Exercise description
Show the lines below where "Tietê" occurs.

Source data

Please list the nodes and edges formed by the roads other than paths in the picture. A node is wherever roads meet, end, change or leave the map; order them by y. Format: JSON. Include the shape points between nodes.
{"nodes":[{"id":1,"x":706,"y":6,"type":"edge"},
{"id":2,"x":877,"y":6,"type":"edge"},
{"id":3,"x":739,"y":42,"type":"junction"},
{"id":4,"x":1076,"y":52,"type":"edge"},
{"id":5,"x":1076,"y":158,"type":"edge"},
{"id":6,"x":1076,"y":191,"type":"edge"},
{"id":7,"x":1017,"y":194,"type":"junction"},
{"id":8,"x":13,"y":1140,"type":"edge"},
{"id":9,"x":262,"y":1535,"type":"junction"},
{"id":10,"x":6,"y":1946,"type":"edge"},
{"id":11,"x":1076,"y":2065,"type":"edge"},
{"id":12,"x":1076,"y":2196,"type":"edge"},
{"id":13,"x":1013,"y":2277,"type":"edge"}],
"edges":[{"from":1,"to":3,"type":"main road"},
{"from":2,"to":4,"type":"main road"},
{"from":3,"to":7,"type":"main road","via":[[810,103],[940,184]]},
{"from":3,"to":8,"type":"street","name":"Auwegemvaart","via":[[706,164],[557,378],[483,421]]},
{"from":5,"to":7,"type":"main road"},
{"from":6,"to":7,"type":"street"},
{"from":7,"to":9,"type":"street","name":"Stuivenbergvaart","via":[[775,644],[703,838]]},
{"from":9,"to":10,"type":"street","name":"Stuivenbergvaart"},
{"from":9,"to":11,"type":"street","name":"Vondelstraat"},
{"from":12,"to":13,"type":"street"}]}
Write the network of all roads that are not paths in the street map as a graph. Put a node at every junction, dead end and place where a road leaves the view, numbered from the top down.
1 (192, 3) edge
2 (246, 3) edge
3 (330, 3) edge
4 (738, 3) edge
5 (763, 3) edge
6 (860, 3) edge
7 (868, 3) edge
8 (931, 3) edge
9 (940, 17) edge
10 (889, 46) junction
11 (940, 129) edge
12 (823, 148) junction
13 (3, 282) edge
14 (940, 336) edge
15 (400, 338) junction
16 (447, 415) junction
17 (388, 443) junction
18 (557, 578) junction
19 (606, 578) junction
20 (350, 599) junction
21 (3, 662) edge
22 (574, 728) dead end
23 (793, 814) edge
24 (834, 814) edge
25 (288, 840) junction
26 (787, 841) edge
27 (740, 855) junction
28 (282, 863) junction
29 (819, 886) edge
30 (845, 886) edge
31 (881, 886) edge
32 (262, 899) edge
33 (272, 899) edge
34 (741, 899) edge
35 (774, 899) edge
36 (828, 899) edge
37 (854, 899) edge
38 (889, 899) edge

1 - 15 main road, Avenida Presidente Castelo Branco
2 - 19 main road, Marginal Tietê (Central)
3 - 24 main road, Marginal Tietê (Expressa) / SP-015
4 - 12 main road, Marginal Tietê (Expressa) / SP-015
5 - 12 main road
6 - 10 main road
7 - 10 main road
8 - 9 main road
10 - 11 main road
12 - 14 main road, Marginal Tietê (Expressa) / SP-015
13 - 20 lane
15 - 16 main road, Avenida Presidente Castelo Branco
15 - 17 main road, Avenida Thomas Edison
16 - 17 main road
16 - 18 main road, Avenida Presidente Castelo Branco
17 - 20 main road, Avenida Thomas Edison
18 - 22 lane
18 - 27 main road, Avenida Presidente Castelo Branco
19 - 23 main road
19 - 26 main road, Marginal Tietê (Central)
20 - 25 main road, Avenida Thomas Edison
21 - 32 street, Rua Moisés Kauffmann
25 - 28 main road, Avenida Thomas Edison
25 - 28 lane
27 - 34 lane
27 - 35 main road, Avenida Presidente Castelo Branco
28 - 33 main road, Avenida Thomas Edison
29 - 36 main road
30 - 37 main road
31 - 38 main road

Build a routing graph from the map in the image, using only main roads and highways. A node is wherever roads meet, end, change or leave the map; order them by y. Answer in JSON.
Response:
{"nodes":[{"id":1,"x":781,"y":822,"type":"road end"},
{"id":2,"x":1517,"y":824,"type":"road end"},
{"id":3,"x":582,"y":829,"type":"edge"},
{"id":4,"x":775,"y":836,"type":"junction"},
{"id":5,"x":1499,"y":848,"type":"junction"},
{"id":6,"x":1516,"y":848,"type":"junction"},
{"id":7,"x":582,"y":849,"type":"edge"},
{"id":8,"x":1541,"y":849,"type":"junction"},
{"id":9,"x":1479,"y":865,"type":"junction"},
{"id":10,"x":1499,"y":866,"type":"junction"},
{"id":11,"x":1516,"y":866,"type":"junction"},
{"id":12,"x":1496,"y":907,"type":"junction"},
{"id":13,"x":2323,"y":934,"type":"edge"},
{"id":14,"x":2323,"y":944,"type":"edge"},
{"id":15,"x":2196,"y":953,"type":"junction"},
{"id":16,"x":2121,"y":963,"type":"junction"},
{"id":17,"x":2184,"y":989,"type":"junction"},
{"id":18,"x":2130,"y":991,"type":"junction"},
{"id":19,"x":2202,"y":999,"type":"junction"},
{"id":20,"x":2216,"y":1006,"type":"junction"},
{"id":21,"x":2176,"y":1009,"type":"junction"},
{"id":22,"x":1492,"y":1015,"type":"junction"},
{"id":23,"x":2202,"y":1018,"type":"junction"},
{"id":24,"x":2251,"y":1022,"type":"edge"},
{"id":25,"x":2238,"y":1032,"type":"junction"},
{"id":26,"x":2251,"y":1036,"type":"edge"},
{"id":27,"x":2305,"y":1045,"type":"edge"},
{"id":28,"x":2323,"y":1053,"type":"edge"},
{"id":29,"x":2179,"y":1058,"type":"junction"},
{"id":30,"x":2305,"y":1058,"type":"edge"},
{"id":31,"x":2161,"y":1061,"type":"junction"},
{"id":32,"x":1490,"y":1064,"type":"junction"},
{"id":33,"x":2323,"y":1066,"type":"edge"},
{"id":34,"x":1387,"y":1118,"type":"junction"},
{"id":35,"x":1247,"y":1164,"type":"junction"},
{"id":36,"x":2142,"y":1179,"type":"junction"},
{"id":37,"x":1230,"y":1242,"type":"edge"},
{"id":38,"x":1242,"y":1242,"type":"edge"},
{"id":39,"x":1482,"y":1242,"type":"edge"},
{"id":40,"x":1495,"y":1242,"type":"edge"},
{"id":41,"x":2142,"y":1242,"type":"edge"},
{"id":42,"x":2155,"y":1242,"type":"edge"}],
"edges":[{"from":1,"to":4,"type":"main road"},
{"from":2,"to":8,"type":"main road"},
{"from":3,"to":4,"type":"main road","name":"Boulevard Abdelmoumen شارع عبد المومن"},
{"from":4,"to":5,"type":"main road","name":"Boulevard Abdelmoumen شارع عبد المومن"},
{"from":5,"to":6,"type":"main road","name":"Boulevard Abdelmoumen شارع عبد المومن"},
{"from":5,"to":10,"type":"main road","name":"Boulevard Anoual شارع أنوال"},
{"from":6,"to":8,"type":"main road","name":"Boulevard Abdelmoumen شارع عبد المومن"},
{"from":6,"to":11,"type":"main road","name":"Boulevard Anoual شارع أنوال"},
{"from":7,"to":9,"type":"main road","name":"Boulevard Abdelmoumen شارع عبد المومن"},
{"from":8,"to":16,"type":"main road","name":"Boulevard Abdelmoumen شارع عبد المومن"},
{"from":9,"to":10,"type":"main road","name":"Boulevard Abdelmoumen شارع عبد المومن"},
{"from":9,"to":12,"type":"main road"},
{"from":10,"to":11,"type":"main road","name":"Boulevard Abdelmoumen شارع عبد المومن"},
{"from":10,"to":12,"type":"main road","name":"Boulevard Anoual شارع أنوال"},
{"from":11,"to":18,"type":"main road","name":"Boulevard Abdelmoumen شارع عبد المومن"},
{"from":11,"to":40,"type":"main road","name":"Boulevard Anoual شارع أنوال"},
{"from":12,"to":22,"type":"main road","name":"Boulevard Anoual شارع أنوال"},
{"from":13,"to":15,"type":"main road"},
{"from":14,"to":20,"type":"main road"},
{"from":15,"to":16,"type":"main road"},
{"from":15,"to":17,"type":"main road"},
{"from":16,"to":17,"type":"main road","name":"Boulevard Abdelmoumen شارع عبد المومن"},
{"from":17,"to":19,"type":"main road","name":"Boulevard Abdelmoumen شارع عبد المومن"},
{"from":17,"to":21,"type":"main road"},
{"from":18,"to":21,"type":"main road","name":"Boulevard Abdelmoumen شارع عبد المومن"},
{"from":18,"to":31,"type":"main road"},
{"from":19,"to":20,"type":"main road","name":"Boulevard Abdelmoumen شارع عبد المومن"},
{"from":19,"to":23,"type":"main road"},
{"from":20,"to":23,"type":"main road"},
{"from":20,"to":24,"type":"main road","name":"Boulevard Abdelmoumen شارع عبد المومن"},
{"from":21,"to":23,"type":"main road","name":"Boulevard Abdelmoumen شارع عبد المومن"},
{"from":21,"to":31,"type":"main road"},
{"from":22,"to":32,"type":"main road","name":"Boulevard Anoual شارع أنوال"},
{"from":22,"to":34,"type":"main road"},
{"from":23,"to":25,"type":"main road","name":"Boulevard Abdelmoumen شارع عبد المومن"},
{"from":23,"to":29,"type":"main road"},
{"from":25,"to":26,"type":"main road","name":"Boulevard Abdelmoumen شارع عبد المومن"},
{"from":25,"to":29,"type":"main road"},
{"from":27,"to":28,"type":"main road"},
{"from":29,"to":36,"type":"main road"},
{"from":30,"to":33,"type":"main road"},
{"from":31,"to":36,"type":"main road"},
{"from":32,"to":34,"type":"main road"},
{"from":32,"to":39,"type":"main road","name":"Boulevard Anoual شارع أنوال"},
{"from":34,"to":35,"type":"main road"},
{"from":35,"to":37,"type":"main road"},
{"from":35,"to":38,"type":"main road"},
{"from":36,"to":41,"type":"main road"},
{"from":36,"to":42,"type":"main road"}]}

Exercise response
2 - 19 main road, Marginal Tietê (Central)
3 - 24 main road, Marginal Tietê (Expressa) / SP-015
4 - 12 main road, Marginal Tietê (Expressa) / SP-015
12 - 14 main road, Marginal Tietê (Expressa) / SP-015
19 - 26 main road, Marginal Tietê (Central)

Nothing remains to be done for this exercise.